Second, Hammond should reform the student loan system. This is a total disaster which has, for some reason, hardly featured on the political radar. But in summary, the interest rates are far too high – and are set to rise further, to 6 per cent or more.

Already more than one in 10 loans are in default. And those in their 20s and 30s generally have a negative net worth, compounding at an absurdly high rate.

The Chancellor should cut the rate to be in line with the Government’s own borrowing costs and make loan repayment free of income and inheritance tax.

Third, with bond yields so low and a backlog of investment, now is indeed the time to borrow for infrastructure spending.

However, this should done not by the Government itself but via officially mandated private-sector projects (such as airports, toll roads or broadband), funded via a new project bond market.

Fourth, corporate taxation. Osborne’s policy of cutting the rate of corporation tax for large companies does not reflect the additional risks entrepreneurs take, or the social and economic benefits of the new ideas, innovation, new jobs and competition created by small companies.

Hammond should therefore freeze corporation tax for large companies at 20 per cent and instead reduce corporation tax for small companies – or better still eliminate it altogether, as Lord Saatchi recommended a few years ago.
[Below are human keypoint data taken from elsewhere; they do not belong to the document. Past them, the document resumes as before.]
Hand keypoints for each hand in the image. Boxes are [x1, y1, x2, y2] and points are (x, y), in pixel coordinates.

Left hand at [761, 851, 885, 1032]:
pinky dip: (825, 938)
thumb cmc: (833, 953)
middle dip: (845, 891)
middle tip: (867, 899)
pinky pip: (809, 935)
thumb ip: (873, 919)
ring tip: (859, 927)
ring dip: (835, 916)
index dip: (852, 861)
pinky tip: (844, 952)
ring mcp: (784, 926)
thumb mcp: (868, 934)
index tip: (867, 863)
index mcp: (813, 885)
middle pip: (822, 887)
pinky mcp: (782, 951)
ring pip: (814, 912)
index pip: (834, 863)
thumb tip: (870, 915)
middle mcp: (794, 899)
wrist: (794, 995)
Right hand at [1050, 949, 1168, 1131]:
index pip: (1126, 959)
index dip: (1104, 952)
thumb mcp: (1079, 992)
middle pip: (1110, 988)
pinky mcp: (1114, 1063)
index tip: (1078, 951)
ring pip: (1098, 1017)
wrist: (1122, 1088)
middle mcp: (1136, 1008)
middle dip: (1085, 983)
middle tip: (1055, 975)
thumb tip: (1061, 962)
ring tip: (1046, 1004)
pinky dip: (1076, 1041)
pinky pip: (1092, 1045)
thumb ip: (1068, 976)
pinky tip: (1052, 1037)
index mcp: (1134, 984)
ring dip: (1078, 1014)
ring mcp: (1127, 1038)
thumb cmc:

Investment allowances should also be increased across the board.

Those mythical JAMs are, on closer inspection, much like the British economy as a whole: squeezed between the two crusts of an incompetent state on the one hand and economic distortions on the other.

By taking a long term, market-based approach, Mr Hammond can sweeten all of our lives.

George Trefgarne is the founder of Boscobel & Partners, a communications firm.